For those who already own a home, 90% are happy with their purchase, while those considering homeownership see positive long-term financial benefits.
An overwhelming 76% of Canadians believe they’d be financially better off as a homeowner vs. just 8% who feel they would be better off renting.
But the findings acknowledge the path to homeownership isn’t always an easy one. Out of a list of six major decisions, homebuying ranks as the second-most stressful (behind moving to another city).
“Buying a home is complicated and challenging and stressful. Yet we still buy homes. We do it because we believe that it will make us better off than if we rent,” says the report’s author, Mortgage Professionals Canada Chief Economist Will Dunning.

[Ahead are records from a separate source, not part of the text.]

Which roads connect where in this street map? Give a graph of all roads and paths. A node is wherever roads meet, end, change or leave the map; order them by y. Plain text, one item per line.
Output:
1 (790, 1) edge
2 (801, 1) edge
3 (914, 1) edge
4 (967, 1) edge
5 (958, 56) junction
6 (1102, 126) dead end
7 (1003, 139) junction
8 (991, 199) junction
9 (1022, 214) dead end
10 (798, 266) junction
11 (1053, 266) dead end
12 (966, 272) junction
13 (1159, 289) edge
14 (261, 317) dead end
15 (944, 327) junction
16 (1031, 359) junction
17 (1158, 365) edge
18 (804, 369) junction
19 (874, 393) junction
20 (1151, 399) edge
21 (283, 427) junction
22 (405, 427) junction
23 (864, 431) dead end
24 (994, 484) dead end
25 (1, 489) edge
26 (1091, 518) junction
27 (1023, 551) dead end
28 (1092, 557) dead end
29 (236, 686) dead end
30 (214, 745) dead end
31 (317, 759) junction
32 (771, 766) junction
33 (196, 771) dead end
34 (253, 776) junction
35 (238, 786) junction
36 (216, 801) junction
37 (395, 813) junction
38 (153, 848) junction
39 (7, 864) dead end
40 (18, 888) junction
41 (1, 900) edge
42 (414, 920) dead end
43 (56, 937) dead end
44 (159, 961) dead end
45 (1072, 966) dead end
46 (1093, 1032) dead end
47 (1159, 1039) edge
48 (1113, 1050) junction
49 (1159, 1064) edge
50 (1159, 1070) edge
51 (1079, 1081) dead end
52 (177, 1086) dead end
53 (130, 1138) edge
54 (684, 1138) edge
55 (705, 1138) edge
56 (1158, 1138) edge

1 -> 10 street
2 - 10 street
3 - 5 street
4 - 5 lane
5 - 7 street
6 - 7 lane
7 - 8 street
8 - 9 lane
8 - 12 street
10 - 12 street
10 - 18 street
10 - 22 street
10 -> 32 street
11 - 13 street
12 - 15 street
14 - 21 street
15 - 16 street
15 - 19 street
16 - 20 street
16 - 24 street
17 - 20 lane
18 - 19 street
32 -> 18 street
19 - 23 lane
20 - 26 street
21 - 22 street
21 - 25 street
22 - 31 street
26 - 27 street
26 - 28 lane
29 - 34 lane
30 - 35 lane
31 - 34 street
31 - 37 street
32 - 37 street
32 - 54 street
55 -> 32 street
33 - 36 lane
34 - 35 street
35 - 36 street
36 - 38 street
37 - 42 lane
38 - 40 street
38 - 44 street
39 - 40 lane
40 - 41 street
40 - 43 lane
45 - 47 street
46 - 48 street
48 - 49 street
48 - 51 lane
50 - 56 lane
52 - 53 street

“In most situations, owning a home provides a positive (and tax-free) ‘rate of return’ on the owner’s investment of equity, and that rate of return rises over time.”
Paul Taylor, President and CEO of MPC, says the association has learned much about the resilience of the Canadian homebuyer through its past surveys. “We’ve learned that Canadians are generally very prudent and considerate with their financial decisions.”
Here are some of the key findings from Dunning’s latest survey:
While Canadians agree (6.52 out of 10) with the following statement, “interest rates have meant that a lot of Canadians became homeowners over the past few years who probably should not be homeowners,” the level of agreement has fallen from the long-term average of 6.93.
They also continue to agree that “real estate in Canada is a good long-term investment” (7.16) and that mortgages are “good debt” (6.99).
Concerning the current economic outlook for the next 12 months, the survey found Canadians are mildly optimistic (6.07), slightly above the neutral score of 5.5.
The B-20 stress test
Only half of Canadians are aware of the stress test requirements
While this isn’t necessarily alarming, given that most people aren’t imminently buying a house and don’t need to be familiar with the rules, Dunning noted, “this limited awareness is also present among people who expect to buy a home during the coming year: there is a risk that some buyers could have unexpected difficulty in obtaining the financing they need.”
Respondents agreed (6.84 out of 10) that the stress tests will “ensure that homebuyers will still be able to afford their homes if interest rates rise by a large amount in the future.”
However, those surveyed also agree (6.62 out of 10) that the stress tests “will result in more people having to turn to more expensive mortgage options from lenders.”
The First-Time Home Buyer Incentive
Canadians are in “moderate agreement” that the new First-Time Home Buyer Incentive (FTHBI), which launched on September 2, will “make it easier for Canadians to afford a home.”
However, among existing homeowners, most say they would not have used the program when they bought their first home.
Most respondents also said they would not be willing to give up equity in their home.
Dunning expects the program will result in less than 5,000 incremental first-time purchases per year.
The idea of raising the maximum amortization period to 30 years (which was reduced to 25 years in 2012) has a certain degree of support among Canadians.
Respondents agreed (6.71 out of 10) that bringing back 30-year amortizations would “allow homeowners to control their payments in the critical early stages of their mortgage.”
There was also a feeling that it would “result in more Canadians being worse off overall at the end of their mortgage” (6.15 out of 10) and would “result in more Canadians purchasing homes that they can’t afford”(6.72 out of 10).
Compared to the FTHBI, 44% favoured a return to 30-year amortizations vs. 27% who preferred the FTHBI.